Former national supercomputer HP XC4000
Between 2007 and 2013, the SCC operated an HP XC4000 system as the state supercomputer for Baden-Württemberg. The massively parallel computer (MPP system), which is based on AMD Opteron processors, was available for projects from the state's universities that required computing power that could no longer be met by local resources, but could also be used by business and industry.
Configuration of the HP XC4000 system
Nodes on the HP XC system could take on different roles. In Karlsruhe there were
- 2 login nodes with 8 cores each, with each node providing a theoretical peak performance of 41.6 GFLOPS,
- 750 compute nodes with 4 cores each , with each node providing a theoretical peak performance of 20.8 GFLOPS,
- 2 computing nodes with 8 cores each, with each node providing a theoretical peak performance of 41.6 GFLOPS,
- 8 service nodes for resource management etc., each with 4 cores,
- 10 file server nodes with a net disk capacity of 56 TB and
an InfiniBand 4X DDR interconnect as the connection network.
The HP XC4000 system was a massively parallel "distributed memory" parallel computer with a total of 772 nodes, all nodes (except for the file server nodes) had a clock frequency of 2.6 GHz. All nodes had local memory, local disks and network adapters. A single computing node had a theoretical peak performance of 20.8 GFLOPS or 41.6 GFLOPS, resulting in a theoretical peak performance of 15.77 TFLOPS for the entire system. The main memory across all computing nodes amounted to just over 12 TB. All nodes were interconnected via an InfiniBand 4X -->interconnect. -->
The base operating system on each node was HP XC Linux for "High Performance Computing"; this was a Linux implementation compatible with RedHat AS 5.1. Above this was the XC parallel software environment, which allowed the user to use the parallel computer efficiently.
The scalable, parallel file system Lustre was used as the global file system within the XC system.
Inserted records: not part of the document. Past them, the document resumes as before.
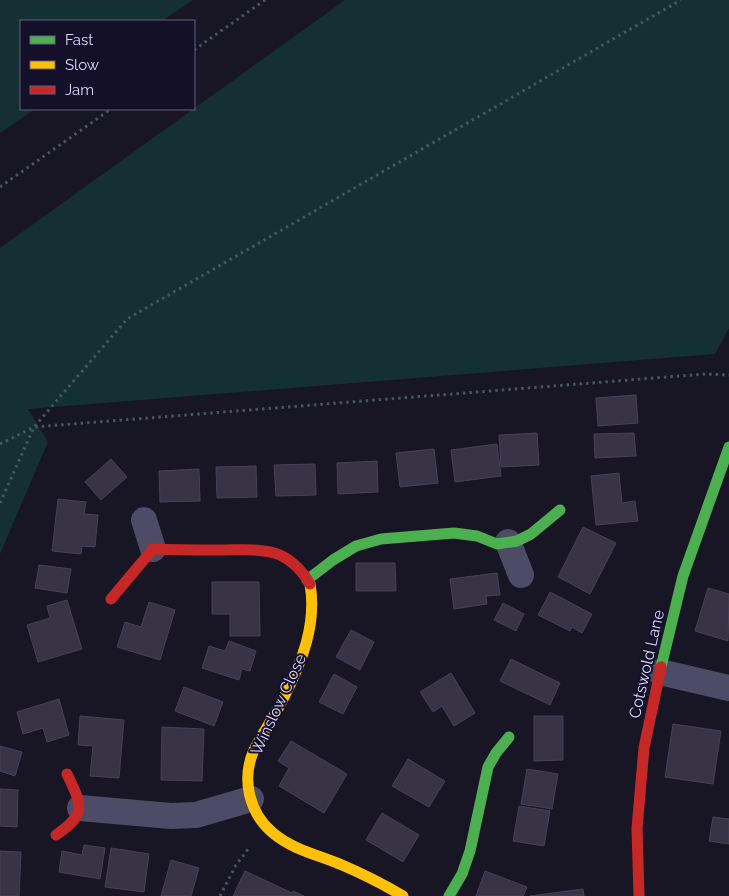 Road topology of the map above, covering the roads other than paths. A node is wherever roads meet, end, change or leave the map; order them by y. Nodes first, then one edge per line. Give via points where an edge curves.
1 (729, 447) edge
2 (560, 510) dead end
3 (144, 520) dead end
4 (508, 542) junction
5 (153, 549) junction
6 (521, 575) dead end
7 (307, 580) junction
8 (111, 599) dead end
9 (660, 672) junction
10 (729, 688) edge
11 (509, 737) dead end
12 (67, 774) dead end
13 (251, 799) junction
14 (80, 808) junction
15 (56, 835) dead end
16 (403, 896) edge
17 (449, 896) edge
18 (639, 896) edge

1 - 9 street, Cotswold Lane via 683,576
2 - 4 street via 531,534
3 - 5 street
4 - 6 street
4 - 7 street via 497,544 454,532 381,539 356,546
5 - 7 street via 262,550 280,555 298,568
5 - 8 street
7 - 13 street, Winslow Close via 312,604 309,630 278,709 252,756 248,776
9 - 10 street
9 - 18 street, Cotswold Lane via 644,748 637,828
11 - 17 street via 493,756 486,772 471,850 458,883
12 - 14 street via 78,795
13 - 14 street via 196,815 171,816
13 - 16 street, Winslow Close via 254,810 266,827 285,843 373,879
14 - 15 street via 77,818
By using several Lustre Object Storage Target (OST) servers and Meta Data Servers (MDS), both high scalability and redundancy in the event of individual server failures were achieved. 56 TB were made available for Lustre. In addition, each node of the cluster was equipped with local disks for temporary data.
Detailed brief description of the nodes:
- 2 eight-way (login) nodes, each with 4 AMD Opteron dual cores (HP ProLiant DL585) with a clock frequency of 2.6 GHz, 32 GB main memory (DDR-400) and 288 GB local disk space,
- 750 four-way (computing) nodes, each with 2 AMD Opteron Dual Cores (HP ProLiant DL145 G2) with a clock frequency of 2.6 GHz, 16 GB main memory (DDR-400) and 144 GB local disk space,
- 2 eight-way (computing) nodes, each with 4 AMD Opteron Dual Cores (HP ProLiant DL585) with a clock frequency of 2.6 GHz, 128 GB main memory (DDR-400) and 8*144 GB local disk space,
- 8 four-way service nodes, each with 2 AMD Opteron Dual Cores (6 HP ProLiant DL385 and 2 HP ProLiant DL585 nodes) with a clock frequency of 2.6 GHz, 8 GB main memory (DDR-400) and 144 GB local disk space,
- 10 two-way (file server) nodes, each with 2 Xeon cores (HP ProLiant DL380 G4) with 36 connected SFS20 enclosures, which provided 56 TB net disk space.